Po ucieczce z gotówką Grzegorz L. ukrywał się na południu Polski. Potem przeniósł się do Kazimierza Dolnego. Tam wynajął pokój, w którym mieszkał pod fałszywym nazwiskiem. Żył skromnie, grał w karty, spotykał się z ludźmi.
Udało się go złapać przez przypadek. W grudniowy wieczór wracał samochodem do swojego miejsca zamieszkania. Prowadził pod wpływem alkoholu. W pewnym momencie stracił panowanie nad autem i wjechał na chodnik. Potrącił wtedy starszą kobietę, amerykańską turystkę, która zwiedzała Kazimierz Dolny z koleżanką.

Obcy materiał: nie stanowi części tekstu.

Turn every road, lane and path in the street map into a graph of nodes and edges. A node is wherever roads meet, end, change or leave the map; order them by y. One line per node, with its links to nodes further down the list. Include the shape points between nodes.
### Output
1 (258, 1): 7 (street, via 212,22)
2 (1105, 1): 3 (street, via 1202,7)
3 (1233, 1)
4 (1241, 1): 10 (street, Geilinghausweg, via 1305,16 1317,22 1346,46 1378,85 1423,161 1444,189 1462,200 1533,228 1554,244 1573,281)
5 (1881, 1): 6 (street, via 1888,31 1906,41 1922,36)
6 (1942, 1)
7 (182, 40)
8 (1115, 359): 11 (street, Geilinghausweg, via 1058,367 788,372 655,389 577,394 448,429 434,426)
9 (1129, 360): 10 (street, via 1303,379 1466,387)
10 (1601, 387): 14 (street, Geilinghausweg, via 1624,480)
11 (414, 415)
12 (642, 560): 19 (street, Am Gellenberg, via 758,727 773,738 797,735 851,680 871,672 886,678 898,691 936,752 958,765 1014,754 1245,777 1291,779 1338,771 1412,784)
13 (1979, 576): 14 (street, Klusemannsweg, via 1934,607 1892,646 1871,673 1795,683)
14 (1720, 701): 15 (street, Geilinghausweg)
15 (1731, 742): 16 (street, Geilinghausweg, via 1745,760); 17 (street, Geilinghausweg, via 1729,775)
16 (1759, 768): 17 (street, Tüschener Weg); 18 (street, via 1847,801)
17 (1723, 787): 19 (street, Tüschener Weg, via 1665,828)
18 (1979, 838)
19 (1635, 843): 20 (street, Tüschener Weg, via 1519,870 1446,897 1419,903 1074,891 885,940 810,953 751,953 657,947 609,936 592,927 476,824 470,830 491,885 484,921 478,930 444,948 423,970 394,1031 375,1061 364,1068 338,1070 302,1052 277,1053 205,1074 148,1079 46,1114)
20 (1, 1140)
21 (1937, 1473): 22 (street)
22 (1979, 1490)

Z oczywistych względów nie czekał jednak na policję. Ktoś zapamiętał numery rejestracyjne samochodu. Funkcjonariusze, którzy badali sprawę wypadku, zwrócili uwagę na dziwny szczegół. Toyota, która uderzyła w Amerykankę, była zarejestrowana na mieszkańca Puław. Ale polisa była wystawiona na Grzegorza L., mieszkańca Warszawy. Gdy sprawdzili w komputerze, okazało się, że Grzegorz L. jest poszukiwany od sierpnia 2015 r.
Kilka dni po wypadku do Kazimierza Dolnego przyjechali policjanci z Warszawy. I szybko namierzyli zbiega.
Musi wrócić do aresztu
Sąd skazał więc Grzegorza L. nie tylko za przywłaszczenie gotówki, ale też za spowodowanie wypadku. Oprócz więzienia orzekł również pięcioletni zakaz prowadzenia pojazdów i 2 tys. zł nawiązki dla potrąconej turystki.
Wyrok nie jest prawomocny. – Decyzję, czy składać apelację, podejmiemy po zapoznaniu się z pisemnym uzasadnieniem wyroku – mówi prok. Iwona Biernacka. Kara jednak nie różni się znacząco od tego, o co wnosiła prokuratura. Dodatkowo sąd orzekł surowszy zakaz prowadzenia pojazdów. Od wyroku zapewne odwoła się jednak adwokat Grzegorza L. Jednak ani obrońcy, ani oskarżonego nie było w piątek w sądzie.
Na koniec rozprawy sędzia Joanna Grabowska zdecydowała o tymczasowym aresztowaniu byłego konwojenta. Od września był on na wolności. Teraz będzie musiał wrócić za kraty.